Class GaussianMixture

Object
org.apache.spark.mllib.clustering.GaussianMixture
All Implemented Interfaces:
Serializable

public class GaussianMixture extends Object implements Serializable
This class performs expectation maximization for multivariate Gaussian Mixture Models (GMMs). A GMM represents a composite distribution of independent Gaussian distributions with associated "mixing" weights specifying each's contribution to the composite.

Given a set of sample points, this class will maximize the log-likelihood for a mixture of k Gaussians, iterating until the log-likelihood changes by less than convergenceTol, or until it has reached the max number of iterations. While this process is generally guaranteed to converge, it is not guaranteed to find a global optimum.

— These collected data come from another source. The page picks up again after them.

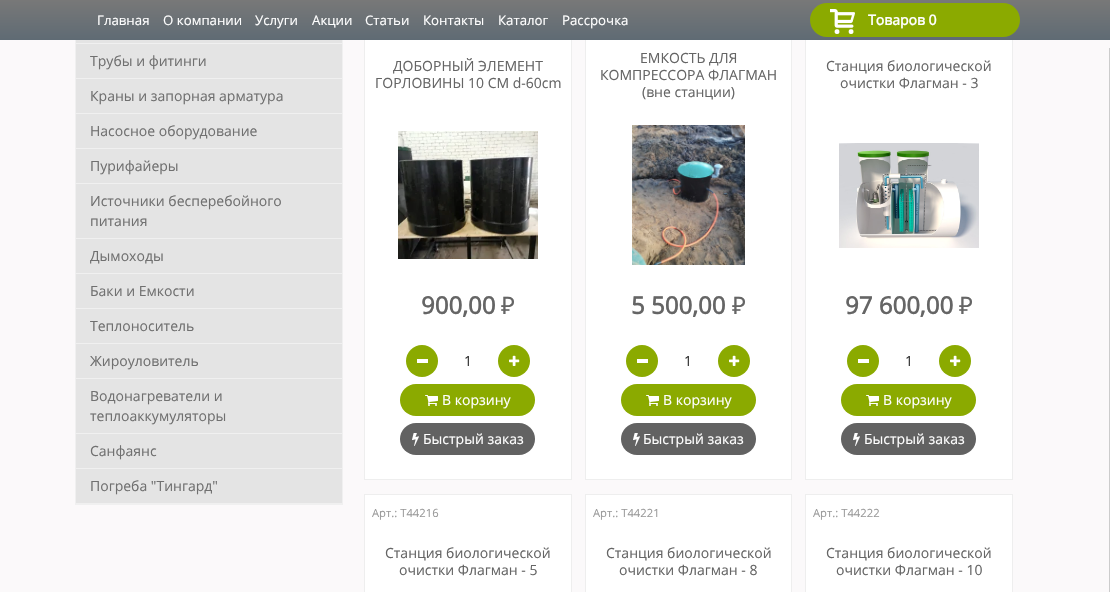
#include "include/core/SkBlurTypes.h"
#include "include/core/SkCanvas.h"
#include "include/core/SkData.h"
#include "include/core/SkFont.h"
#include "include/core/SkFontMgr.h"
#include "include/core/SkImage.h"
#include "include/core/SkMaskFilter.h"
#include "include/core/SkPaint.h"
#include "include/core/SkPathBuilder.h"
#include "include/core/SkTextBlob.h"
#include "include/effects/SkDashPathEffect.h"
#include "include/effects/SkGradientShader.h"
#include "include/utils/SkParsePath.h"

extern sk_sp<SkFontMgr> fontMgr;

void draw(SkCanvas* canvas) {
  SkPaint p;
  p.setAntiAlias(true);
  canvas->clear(SkColorSetRGB(251, 249, 250));
  p.setStyle(SkPaint::kStroke_Style);
  p.setStrokeWidth(1);
  p.setColor(SkColorSetRGB(240, 240, 240));
  canvas->drawRect(SkRect::MakeLTRB(75.5f, -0.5f, 342.5f, 504.5f), p);
  p.setStyle(SkPaint::kFill_Style);
  p.setColor(SK_ColorWHITE);
  canvas->drawRect(SkRect::MakeLTRB(365, 40, 571, 479), p);
  p.setStyle(SkPaint::kStroke_Style);
  p.setColor(SkColorSetRGB(238, 238, 238));
  canvas->drawRect(SkRect::MakeLTRB(364.5f, 7.5f, 571.5f, 479.5f), p);
  p.setStyle(SkPaint::kFill_Style);
  p.setColor(SK_ColorWHITE);
  canvas->drawRect(SkRect::MakeLTRB(586, 40, 791, 479), p);
  p.setStyle(SkPaint::kStroke_Style);
  p.setColor(SkColorSetRGB(238, 238, 238));
  canvas->drawRect(SkRect::MakeLTRB(585.5f, 7.5f, 791.5f, 479.5f), p);
  p.setStyle(SkPaint::kFill_Style);
  p.setColor(SK_ColorWHITE);
  canvas->drawRect(SkRect::MakeLTRB(806, 40, 1012, 479), p);
  p.setStyle(SkPaint::kStroke_Style);
  p.setColor(SkColorSetRGB(238, 238, 238));
  canvas->drawRect(SkRect::MakeLTRB(805.5f, 7.5f, 1012.5f, 479.5f), p);
  p.setStyle(SkPaint::kFill_Style);
  {
    const SkColor colors[] = {SkColorSetRGB(120, 120, 120), SkColorSetRGB(95, 107, 116)};
    const float stops[] = {0, 1};
    const SkPoint ends[] = {{555, 0}, {555, 40}};
    p.setShader(SkGradientShader::MakeLinear(ends, colors, stops, 2, SkTileMode::kClamp));
    p.setAlpha(255);
  }
  canvas->drawRect(SkRect::MakeLTRB(0, 0, 1110, 40), p);
  p.setShader(nullptr);
  p.setColor(SkColorSetRGB(139, 170, 0));
  canvas->drawRoundRect(SkRect::MakeLTRB(810, 3, 1020, 37), 17, 17, p);
  canvas->drawImageRect(SkImages::DeferredFromEncodedData(SkData::MakeFromFileName("images/1.png")), SkRect::MakeLTRB(830, 9, 855, 34), SkSamplingOptions());
  p.setColor(SkColorSetRGB(228, 228, 228));
  canvas->drawRect(SkRect::MakeLTRB(76, 40, 342, 43), p);
  p.setColor(SkColorSetRGB(240, 240, 240));
  canvas->drawRect(SkRect::MakeLTRB(76, 43, 342, 44), p);
  p.setColor(SkColorSetRGB(228, 228, 228));
  canvas->drawRect(SkRect::MakeLTRB(76, 44, 342, 78), p);
  p.setColor(SkColorSetRGB(240, 240, 240));
  canvas->drawRect(SkRect::MakeLTRB(76, 78, 342, 79), p);
  p.setColor(SkColorSetRGB(228, 228, 228));
  canvas->drawRect(SkRect::MakeLTRB(76, 79, 342, 113), p);
  p.setColor(SkColorSetRGB(240, 240, 240));
  canvas->drawRect(SkRect::MakeLTRB(76, 113, 342, 114), p);
  p.setColor(SkColorSetRGB(228, 228, 228));
  canvas->drawRect(SkRect::MakeLTRB(76, 114, 342, 148), p);
  p.setColor(SkColorSetRGB(240, 240, 240));
  canvas->drawRect(SkRect::MakeLTRB(76, 148, 342, 149), p);
  p.setColor(SkColorSetRGB(228, 228, 228));
  canvas->drawRect(SkRect::MakeLTRB(76, 149, 342, 183), p);
  p.setColor(SkColorSetRGB(240, 240, 240));
  canvas->drawRect(SkRect::MakeLTRB(76, 183, 342, 184), p);
  p.setColor(SkColorSetRGB(228, 228, 228));
  canvas->drawRect(SkRect::MakeLTRB(76, 184, 342, 238), p);
  p.setColor(SkColorSetRGB(240, 240, 240));
  canvas->drawRect(SkRect::MakeLTRB(76, 238, 342, 239), p);
  p.setColor(SkColorSetRGB(228, 228, 228));
  canvas->drawRect(SkRect::MakeLTRB(76, 239, 342, 273), p);
  p.setColor(SkColorSetRGB(240, 240, 240));
  canvas->drawRect(SkRect::MakeLTRB(76, 273, 342, 274), p);
  p.setColor(SkColorSetRGB(228, 228, 228));
  canvas->drawRect(SkRect::MakeLTRB(76, 274, 342, 308), p);
  p.setColor(SkColorSetRGB(240, 240, 240));
  canvas->drawRect(SkRect::MakeLTRB(76, 308, 342, 309), p);
  p.setColor(SkColorSetRGB(228, 228, 228));
  canvas->drawRect(SkRect::MakeLTRB(76, 309, 342, 343), p);
  p.setColor(SkColorSetRGB(240, 240, 240));
  canvas->drawRect(SkRect::MakeLTRB(76, 343, 342, 344), p);
  p.setColor(SkColorSetRGB(228, 228, 228));
  canvas->drawRect(SkRect::MakeLTRB(76, 344, 342, 378), p);
  p.setColor(SkColorSetRGB(240, 240, 240));
  canvas->drawRect(SkRect::MakeLTRB(76, 378, 342, 379), p);
  p.setColor(SkColorSetRGB(228, 228, 228));
  canvas->drawRect(SkRect::MakeLTRB(76, 379, 342, 433), p);
  p.setColor(SkColorSetRGB(240, 240, 240));
  canvas->drawRect(SkRect::MakeLTRB(76, 433, 342, 434), p);
  p.setColor(SkColorSetRGB(228, 228, 228));
  canvas->drawRect(SkRect::MakeLTRB(76, 434, 342, 468), p);
  p.setColor(SkColorSetRGB(240, 240, 240));
  canvas->drawRect(SkRect::MakeLTRB(76, 468, 342, 469), p);
  p.setColor(SkColorSetRGB(228, 228, 228));
  canvas->drawRect(SkRect::MakeLTRB(76, 469, 342, 503), p);
  p.setColor(SkColorSetRGB(240, 240, 240));
  canvas->drawRect(SkRect::MakeLTRB(76, 503, 342, 504), p);
  canvas->drawImageRect(SkImages::DeferredFromEncodedData(SkData::MakeFromFileName("images/2.png")), SkRect::MakeLTRB(398, 131, 538, 259), SkSamplingOptions());
  p.setColor(SkColorSetRGB(139, 170, 0));
  canvas->drawCircle(422, 361, 16, p);
  p.setColor(SK_ColorWHITE);
  canvas->drawRect(SkRect::MakeLTRB(417, 359, 428, 363), p);
  p.setColor(SkColorSetRGB(139, 170, 0));
  canvas->drawCircle(514, 361, 16, p);
  canvas->drawImageRect(SkImages::DeferredFromEncodedData(SkData::MakeFromFileName("images/3.png")), SkRect::MakeLTRB(509, 355, 520, 366), SkSamplingOptions());
  canvas->drawRoundRect(SkRect::MakeLTRB(400, 384, 535, 416), 16, 16, p);
  canvas->drawImageRect(SkImages::DeferredFromEncodedData(SkData::MakeFromFileName("images/4.png")), SkRect::MakeLTRB(425, 395, 438, 406), SkSamplingOptions());
  p.setColor(SkColorSetRGB(98, 98, 98));
  canvas->drawRoundRect(SkRect::MakeLTRB(400, 423, 535, 455), 16, 16, p);
  canvas->drawImageRect(SkImages::DeferredFromEncodedData(SkData::MakeFromFileName("images/5.png")), SkRect::MakeLTRB(412, 433, 419, 446), SkSamplingOptions());
  canvas->drawImageRect(SkImages::DeferredFromEncodedData(SkData::MakeFromFileName("images/6.png")), SkRect::MakeLTRB(632, 125, 745, 265), SkSamplingOptions());
  p.setColor(SkColorSetRGB(139, 170, 0));
  canvas->drawCircle(642, 361, 16, p);
  p.setColor(SK_ColorWHITE);
  canvas->drawRect(SkRect::MakeLTRB(637, 359, 648, 363), p);
  p.setColor(SkColorSetRGB(139, 170, 0));
  canvas->drawCircle(734, 361, 16, p);
  canvas->drawImageRect(SkImages::DeferredFromEncodedData(SkData::MakeFromFileName("images/3.png")), SkRect::MakeLTRB(729, 355, 740, 366), SkSamplingOptions());
  canvas->drawRoundRect(SkRect::MakeLTRB(621, 384, 756, 416), 16, 16, p);
  canvas->drawImageRect(SkImages::DeferredFromEncodedData(SkData::MakeFromFileName("images/4.png")), SkRect::MakeLTRB(646, 395, 659, 406), SkSamplingOptions());
  p.setColor(SkColorSetRGB(98, 98, 98));
  canvas->drawRoundRect(SkRect::MakeLTRB(621, 423, 756, 455), 16, 16, p);
  canvas->drawImageRect(SkImages::DeferredFromEncodedData(SkData::MakeFromFileName("images/5.png")), SkRect::MakeLTRB(633, 433, 640, 446), SkSamplingOptions());
  canvas->drawImageRect(SkImages::DeferredFromEncodedData(SkData::MakeFromFileName("images/7.png")), SkRect::MakeLTRB(839, 143, 979, 248), SkSamplingOptions());
  p.setColor(SkColorSetRGB(139, 170, 0));
  canvas->drawCircle(863, 361, 16, p);
  p.setColor(SK_ColorWHITE);
  canvas->drawRect(SkRect::MakeLTRB(858, 359, 869, 363), p);
  p.setColor(SkColorSetRGB(139, 170, 0));
  canvas->drawCircle(955, 361, 16, p);
  canvas->drawImageRect(SkImages::DeferredFromEncodedData(SkData::MakeFromFileName("images/3.png")), SkRect::MakeLTRB(950, 355, 961, 366), SkSamplingOptions());
  canvas->drawRoundRect(SkRect::MakeLTRB(841, 384, 976, 416), 16, 16, p);
  canvas->drawImageRect(SkImages::DeferredFromEncodedData(SkData::MakeFromFileName("images/4.png")), SkRect::MakeLTRB(866, 395, 879, 406), SkSamplingOptions());
  p.setColor(SkColorSetRGB(98, 98, 98));
  canvas->drawRoundRect(SkRect::MakeLTRB(841, 423, 976, 455), 16, 16, p);
  canvas->drawImageRect(SkImages::DeferredFromEncodedData(SkData::MakeFromFileName("images/5.png")), SkRect::MakeLTRB(853, 433, 860, 446), SkSamplingOptions());
  p.setColor(SK_ColorWHITE);
  canvas->drawRect(SkRect::MakeLTRB(364.5f, 494.5f, 571.5f, 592.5f), p);
  p.setStyle(SkPaint::kStroke_Style);
  p.setColor(SkColorSetRGB(238, 238, 238));
  canvas->drawRect(SkRect::MakeLTRB(364.5f, 494.5f, 571.5f, 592.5f), p);
  p.setStyle(SkPaint::kFill_Style);
  p.setColor(SK_ColorWHITE);
  canvas->drawRect(SkRect::MakeLTRB(585.5f, 494.5f, 791.5f, 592.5f), p);
  p.setStyle(SkPaint::kStroke_Style);
  p.setColor(SkColorSetRGB(238, 238, 238));
  canvas->drawRect(SkRect::MakeLTRB(585.5f, 494.5f, 791.5f, 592.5f), p);
  p.setStyle(SkPaint::kFill_Style);
  p.setColor(SK_ColorWHITE);
  canvas->drawRect(SkRect::MakeLTRB(805.5f, 494.5f, 1012.5f, 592.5f), p);
  p.setStyle(SkPaint::kStroke_Style);
  p.setColor(SkColorSetRGB(238, 238, 238));
  canvas->drawRect(SkRect::MakeLTRB(805.5f, 494.5f, 1012.5f, 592.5f), p);
  p.setStyle(SkPaint::kFill_Style);
  p.setColor(SkColorSetRGB(204, 204, 204));
  canvas->drawRect(SkRect::MakeLTRB(1109, 48, 1110, 592), p);
  SkFont font1(fontMgr->matchFamilyStyle("Open Sans", SkFontStyle::Normal()), 13.25f);
  font1.setSubpixel(true);
  p.setColor(SK_ColorWHITE);
  canvas->drawString("Главная", 97, 25, font1, p);
  canvas->drawString("О компании", 163, 25, font1, p);
  canvas->drawString("Услуги", 255, 25, font1, p);
  canvas->drawString("Акции", 312, 25, font1, p);
  canvas->drawString("Статьи", 365, 25, font1, p);
  canvas->drawString("Контакты", 423, 25, font1, p);
  canvas->drawString("Каталог", 498, 25, font1, p);
  canvas->drawString("Рассрочка", 562, 25, font1, p);
  SkFont font2(fontMgr->matchFamilyStyle("Open Sans", SkFontStyle::Bold()), 14);
  font2.setSubpixel(true);
  canvas->drawString("Товаров 0", 868, 25, font2, p);
  SkFont font3(fontMgr->matchFamilyStyle("Open Sans", SkFontStyle::Normal()), 14);
  font3.setSubpixel(true);
  p.setColor(SkColorSetRGB(112, 112, 112));
  canvas->drawString("Трубы и фитинги", 90, 66, font3, p);
  canvas->drawString("Краны и запорная арматура", 90, 101, font3, p);
  canvas->drawString("Насосное оборудование", 90, 136, font3, p);
  canvas->drawString("Пурифайеры", 90, 171, font3, p);
  canvas->drawString("Источники бесперебойного", 90, 206, font3, p);
  canvas->drawString("питания", 90, 226, font3, p);
  canvas->drawString("Дымоходы", 90, 261, font3, p);
  canvas->drawString("Баки и Емкости", 90, 296, font3, p);
  canvas->drawString("Теплоноситель", 90, 331, font3, p);
  canvas->drawString("Жироуловитель", 90, 366, font3, p);
  canvas->drawString("Водонагреватели и", 90, 401, font3, p);
  canvas->drawString("теплоаккумуляторы", 90, 421, font3, p);
  canvas->drawString("Санфаянс", 90, 456, font3, p);
  canvas->drawString("Погреба \"Тингард\"", 90, 491, font3, p);
  p.setColor(SkColorSetRGB(101, 101, 101));
  canvas->drawString("ДОБОРНЫЙ ЭЛЕМЕНТ", 393, 71, font3, p);
  canvas->drawString("ГОРЛОВИНЫ 10 СМ d-60cm", 375, 88, font3, p);
  SkFont font4(fontMgr->matchFamilyStyle("Open Sans", SkFontStyle::Bold()), 24);
  font4.setSubpixel(true);
  canvas->drawString("900,00", 421, 314, font4, p);
  SkFont font5(fontMgr->matchFamilyStyle("Noto Sans", SkFontStyle::Normal()), 24);
  font5.setSubpixel(true);
  canvas->drawString("₽", 501, 314, font5, p);
  p.setColor(SkColorSetRGB(51, 51, 51));
  canvas->drawString("1", 464, 366, font3, p);
  p.setColor(SK_ColorWHITE);
  canvas->drawString("В корзину", 442, 405, font3, p);
  canvas->drawString("Быстрый заказ", 423, 444, font3, p);
  p.setColor(SkColorSetRGB(101, 101, 101));
  canvas->drawString("ЕМКОСТЬ ДЛЯ", 640, 63, font3, p);
  canvas->drawString("КОМПРЕССОРА ФЛАГМАН", 600, 80, font3, p);
  canvas->drawString("(вне станции)", 642, 97, font3, p);
  canvas->drawString("5 500,00", 631, 314, font4, p);
  canvas->drawString("₽", 732, 314, font5, p);
  p.setColor(SkColorSetRGB(51, 51, 51));
  canvas->drawString("1", 684, 366, font3, p);
  p.setColor(SK_ColorWHITE);
  canvas->drawString("В корзину", 663, 405, font3, p);
  canvas->drawString("Быстрый заказ", 643, 444, font3, p);
  p.setColor(SkColorSetRGB(101, 101, 101));
  canvas->drawString("Станция биологической", 826, 71, font3, p);
  canvas->drawString("очистки Флагман - 3", 840, 88, font3, p);
  canvas->drawString("97 600,00", 845, 314, font4, p);
  canvas->drawString("₽", 959, 314, font5, p);
  p.setColor(SkColorSetRGB(51, 51, 51));
  canvas->drawString("1", 905, 366, font3, p);
  p.setColor(SK_ColorWHITE);
  canvas->drawString("В корзину", 883, 405, font3, p);
  canvas->drawString("Быстрый заказ", 864, 444, font3, p);
  SkFont font6(fontMgr->matchFamilyStyle("Open Sans", SkFontStyle::Normal()), 11.25f);
  font6.setSubpixel(true);
  p.setColor(SkColorSetRGB(153, 153, 153));
  canvas->drawString("Арт.: Т44216", 372, 517, font6, p);
  p.setColor(SkColorSetRGB(101, 101, 101));
  canvas->drawString("Станция биологической", 385, 558, font3, p);
  canvas->drawString("очистки Флагман - 5", 399, 575, font3, p);
  p.setColor(SkColorSetRGB(153, 153, 153));
  canvas->drawString("Арт.: Т44221", 593, 517, font6, p);
  p.setColor(SkColorSetRGB(101, 101, 101));
  canvas->drawString("Станция биологической", 606, 558, font3, p);
  canvas->drawString("очистки Флагман - 8", 619, 575, font3, p);
  p.setColor(SkColorSetRGB(153, 153, 153));
  canvas->drawString("Арт.: Т44222", 813, 517, font6, p);
  p.setColor(SkColorSetRGB(101, 101, 101));
  canvas->drawString("Станция биологической", 826, 558, font3, p);
  canvas->drawString("очистки Флагман - 10", 836, 575, font3, p);
}
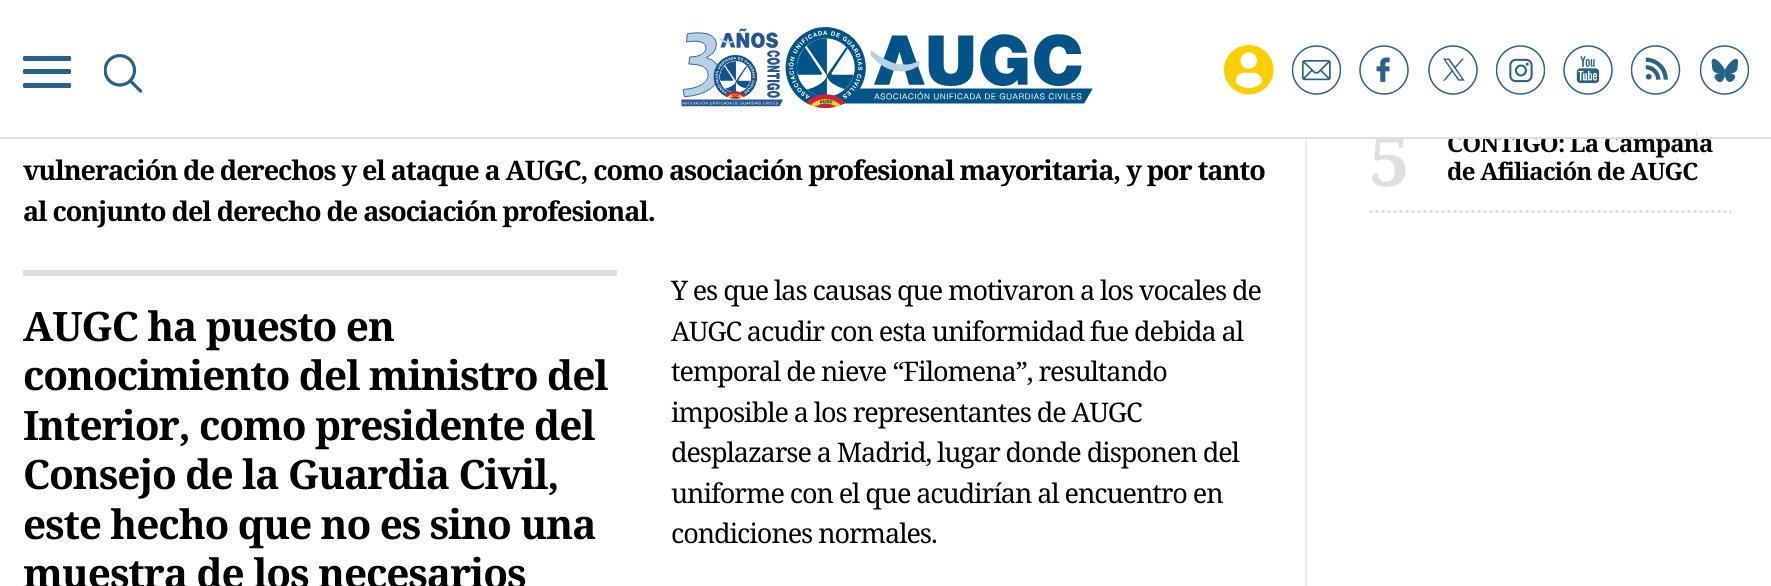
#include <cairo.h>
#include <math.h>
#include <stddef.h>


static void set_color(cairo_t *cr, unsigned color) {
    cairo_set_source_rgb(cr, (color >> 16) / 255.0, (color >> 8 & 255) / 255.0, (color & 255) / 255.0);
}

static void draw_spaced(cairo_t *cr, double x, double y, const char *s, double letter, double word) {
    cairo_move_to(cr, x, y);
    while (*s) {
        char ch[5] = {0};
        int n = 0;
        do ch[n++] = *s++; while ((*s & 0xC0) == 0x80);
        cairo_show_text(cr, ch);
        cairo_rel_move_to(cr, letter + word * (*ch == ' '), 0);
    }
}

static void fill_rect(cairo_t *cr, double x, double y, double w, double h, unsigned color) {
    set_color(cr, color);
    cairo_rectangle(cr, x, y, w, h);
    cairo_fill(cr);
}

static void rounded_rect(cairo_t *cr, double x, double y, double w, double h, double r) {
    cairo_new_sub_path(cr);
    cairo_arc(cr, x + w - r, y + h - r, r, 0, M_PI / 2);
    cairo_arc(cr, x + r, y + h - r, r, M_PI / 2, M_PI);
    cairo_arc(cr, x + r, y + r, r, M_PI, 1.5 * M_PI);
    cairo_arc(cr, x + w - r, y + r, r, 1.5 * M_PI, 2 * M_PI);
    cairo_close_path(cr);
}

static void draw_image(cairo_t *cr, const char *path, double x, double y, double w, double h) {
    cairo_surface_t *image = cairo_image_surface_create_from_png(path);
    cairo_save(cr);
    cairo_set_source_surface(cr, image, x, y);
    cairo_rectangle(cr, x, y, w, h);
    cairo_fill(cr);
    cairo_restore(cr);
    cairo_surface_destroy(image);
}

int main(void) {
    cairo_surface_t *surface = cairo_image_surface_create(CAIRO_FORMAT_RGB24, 1771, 586);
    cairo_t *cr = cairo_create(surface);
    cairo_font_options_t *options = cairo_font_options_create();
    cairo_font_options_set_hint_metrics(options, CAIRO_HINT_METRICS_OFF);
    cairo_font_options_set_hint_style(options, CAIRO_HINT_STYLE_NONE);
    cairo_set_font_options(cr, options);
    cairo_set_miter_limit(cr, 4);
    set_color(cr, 0xFFFFFF);
    cairo_paint(cr);
    cairo_select_font_face(cr, "Noto Serif", CAIRO_FONT_SLANT_NORMAL, CAIRO_FONT_WEIGHT_BOLD);
    cairo_set_font_size(cr, 72);
    set_color(cr, 0xDDDFE0);
    draw_spaced(cr, 1369, 186, "5", -0.8, 0);
    cairo_set_font_size(cr, 24);
    set_color(cr, 0x000000);
    draw_spaced(cr, 1447, 152, "CONTIGO: La Campaña", -0.8, 0);
    fill_rect(cr, 1376, 133, 320, 4, 0xFFFFFF);
    fill_rect(cr, 0, 137, 1771, 2, 0xDDDFE0);
    set_color(cr, 0x276289);
    rounded_rect(cr, 23, 69, 48, 5, 1.5);
    cairo_fill(cr);
    rounded_rect(cr, 23, 56, 48, 5, 1.5);
    cairo_fill(cr);
    rounded_rect(cr, 23, 83, 48, 5, 1.5);
    cairo_fill(cr);
    draw_image(cr, "assets/img1.png", 104, 54, 39, 39);
    draw_image(cr, "assets/img2.png", 681, 27, 412, 81);
    draw_image(cr, "assets/img3.png", 1224, 45, 50, 50);
    draw_image(cr, "assets/img4.png", 1292, 45, 49, 50);
    draw_image(cr, "assets/img5.png", 1359, 45, 50, 50);
    draw_image(cr, "assets/img6.png", 1428, 45, 50, 50);
    draw_image(cr, "assets/img7.png", 1496, 45, 49, 50);
    draw_image(cr, "assets/img8.png", 1563, 45, 50, 50);
    draw_image(cr, "assets/img9.png", 1631, 45, 50, 50);
    draw_image(cr, "assets/img10.png", 1700, 45, 49, 50);
    fill_rect(cr, 1305, 139, 2, 447, 0xEAEDEF);
    cairo_set_font_size(cr, 27);
    set_color(cr, 0x000000);
    draw_spaced(cr, 23, 180, "vulneración de derechos y el ataque a AUGC, como asociación profesional mayoritaria, y por tanto", -1.08, 0);
    draw_spaced(cr, 23, 221, "al conjunto del derecho de asociación profesional.", -1.08, 0);
    fill_rect(cr, 23, 270, 594, 6, 0xDDDFE0);
    cairo_set_font_size(cr, 40.5);
    set_color(cr, 0x000000);
    draw_spaced(cr, 23, 341, "AUGC ha puesto en", -1.08, 0);
    draw_spaced(cr, 23, 390, "conocimiento del ministro del", -1.08, 0);
    draw_spaced(cr, 23, 440, "Interior, como presidente del", -1.08, 0);
    draw_spaced(cr, 23, 489, "Consejo de la Guardia Civil,", -1.08, 0);
    draw_spaced(cr, 23, 539, "este hecho que no es sino una", -1.08, 0);
    draw_spaced(cr, 23, 588, "muestra de los necesarios", -1.08, 0);
    cairo_select_font_face(cr, "Noto Serif", CAIRO_FONT_SLANT_NORMAL, CAIRO_FONT_WEIGHT_NORMAL);
    cairo_set_font_size(cr, 27);
    draw_spaced(cr, 671, 300, "Y es que las causas que motivaron a los vocales de", -1.08, 0);
    draw_spaced(cr, 671, 341, "AUGC acudir con esta uniformidad fue debida al", -1.08, 0);
    draw_spaced(cr, 671, 381, "temporal de nieve “Filomena”, resultando", -1.08, 0);
    draw_spaced(cr, 671, 422, "imposible a los representantes de AUGC", -1.08, 0);
    draw_spaced(cr, 671, 462, "desplazarse a Madrid, lugar donde disponen del", -1.08, 0);
    draw_spaced(cr, 671, 503, "uniforme con el que acudirían al encuentro en", -1.08, 0);
    draw_spaced(cr, 671, 543, "condiciones normales.", -1.08, 0);
    cairo_new_path(cr);
    cairo_move_to(cr, 1369.5, 211.5);
    cairo_line_to(cr, 1731, 211.5);
    set_color(cr, 0xDDDFE0);
    cairo_set_line_width(cr, 3);
    cairo_set_dash(cr, (double[]){3, 3}, 2, 0);
    cairo_stroke(cr);
    cairo_select_font_face(cr, "Noto Serif", CAIRO_FONT_SLANT_NORMAL, CAIRO_FONT_WEIGHT_BOLD);
    cairo_set_font_size(cr, 24);
    set_color(cr, 0x000000);
    draw_spaced(cr, 1447, 180, "de Afiliación de AUGC", -0.8, 0);
    cairo_surface_write_to_png(surface, "output.png");
    cairo_font_options_destroy(options);
    cairo_destroy(cr);
    cairo_surface_destroy(surface);
    return 0;
}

param: k Number of independent Gaussians in the mixture model. param: convergenceTol Maximum change in log-likelihood at which convergence is considered to have occurred. param: maxIterations Maximum number of iterations allowed.

See Also:
Note:
This algorithm is limited in its number of features since it requires storing a covariance matrix which has size quadratic in the number of features. Even when the number of features does not exceed this limit, this algorithm may perform poorly on high-dimensional data. This is due to high-dimensional data (a) making it difficult to cluster at all (based on statistical/theoretical arguments) and (b) numerical issues with Gaussian distributions.
  • Constructor Details

    • GaussianMixture

      public GaussianMixture()
      Constructs a default instance. The default parameters are {k: 2, convergenceTol: 0.01, maxIterations: 100, seed: random}.
  • Method Details

    • shouldDistributeGaussians

      public static boolean shouldDistributeGaussians(int k, int d)
      Heuristic to distribute the computation of the MultivariateGaussians, approximately when d is greater than 25 except for when k is very small.
      Parameters:
      k - Number of topics
      d - Number of features
      Returns:
      (undocumented)
    • setInitialModel

      public GaussianMixture setInitialModel(GaussianMixtureModel model)
      Set the initial GMM starting point, bypassing the random initialization. You must call setK() prior to calling this method, and the condition (model.k == this.k) must be met; failure will result in an IllegalArgumentException
      Parameters:
      model - (undocumented)
      Returns:
      (undocumented)
    • getInitialModel

      public scala.Option<GaussianMixtureModel> getInitialModel()
      Return the user supplied initial GMM, if supplied
      Returns:
      (undocumented)
    • setK

      public GaussianMixture setK(int k)
      Set the number of Gaussians in the mixture model. Default: 2
      Parameters:
      k - (undocumented)
      Returns:
      (undocumented)
    • getK

      public int getK()
      Return the number of Gaussians in the mixture model
      Returns:
      (undocumented)
    • setMaxIterations

      public GaussianMixture setMaxIterations(int maxIterations)
      Set the maximum number of iterations allowed. Default: 100
      Parameters:
      maxIterations - (undocumented)
      Returns:
      (undocumented)
    • getMaxIterations

      public int getMaxIterations()
      Return the maximum number of iterations allowed
      Returns:
      (undocumented)
    • setConvergenceTol

      public GaussianMixture setConvergenceTol(double convergenceTol)
      Set the largest change in log-likelihood at which convergence is considered to have occurred.
      Parameters:
      convergenceTol - (undocumented)
      Returns:
      (undocumented)
    • getConvergenceTol

      public double getConvergenceTol()
      Return the largest change in log-likelihood at which convergence is considered to have occurred.
      Returns:
      (undocumented)
    • setSeed

      public GaussianMixture setSeed(long seed)
      Set the random seed
      Parameters:
      seed - (undocumented)
      Returns:
      (undocumented)
    • getSeed

      public long getSeed()
      Return the random seed
      Returns:
      (undocumented)
    • run

      public GaussianMixtureModel run(RDD<Vector> data)
      Perform expectation maximization
      Parameters:
      data - (undocumented)
      Returns:
      (undocumented)
    • run

      public GaussianMixtureModel run(JavaRDD<Vector> data)
      Java-friendly version of run()
      Parameters:
      data - (undocumented)
      Returns:
      (undocumented)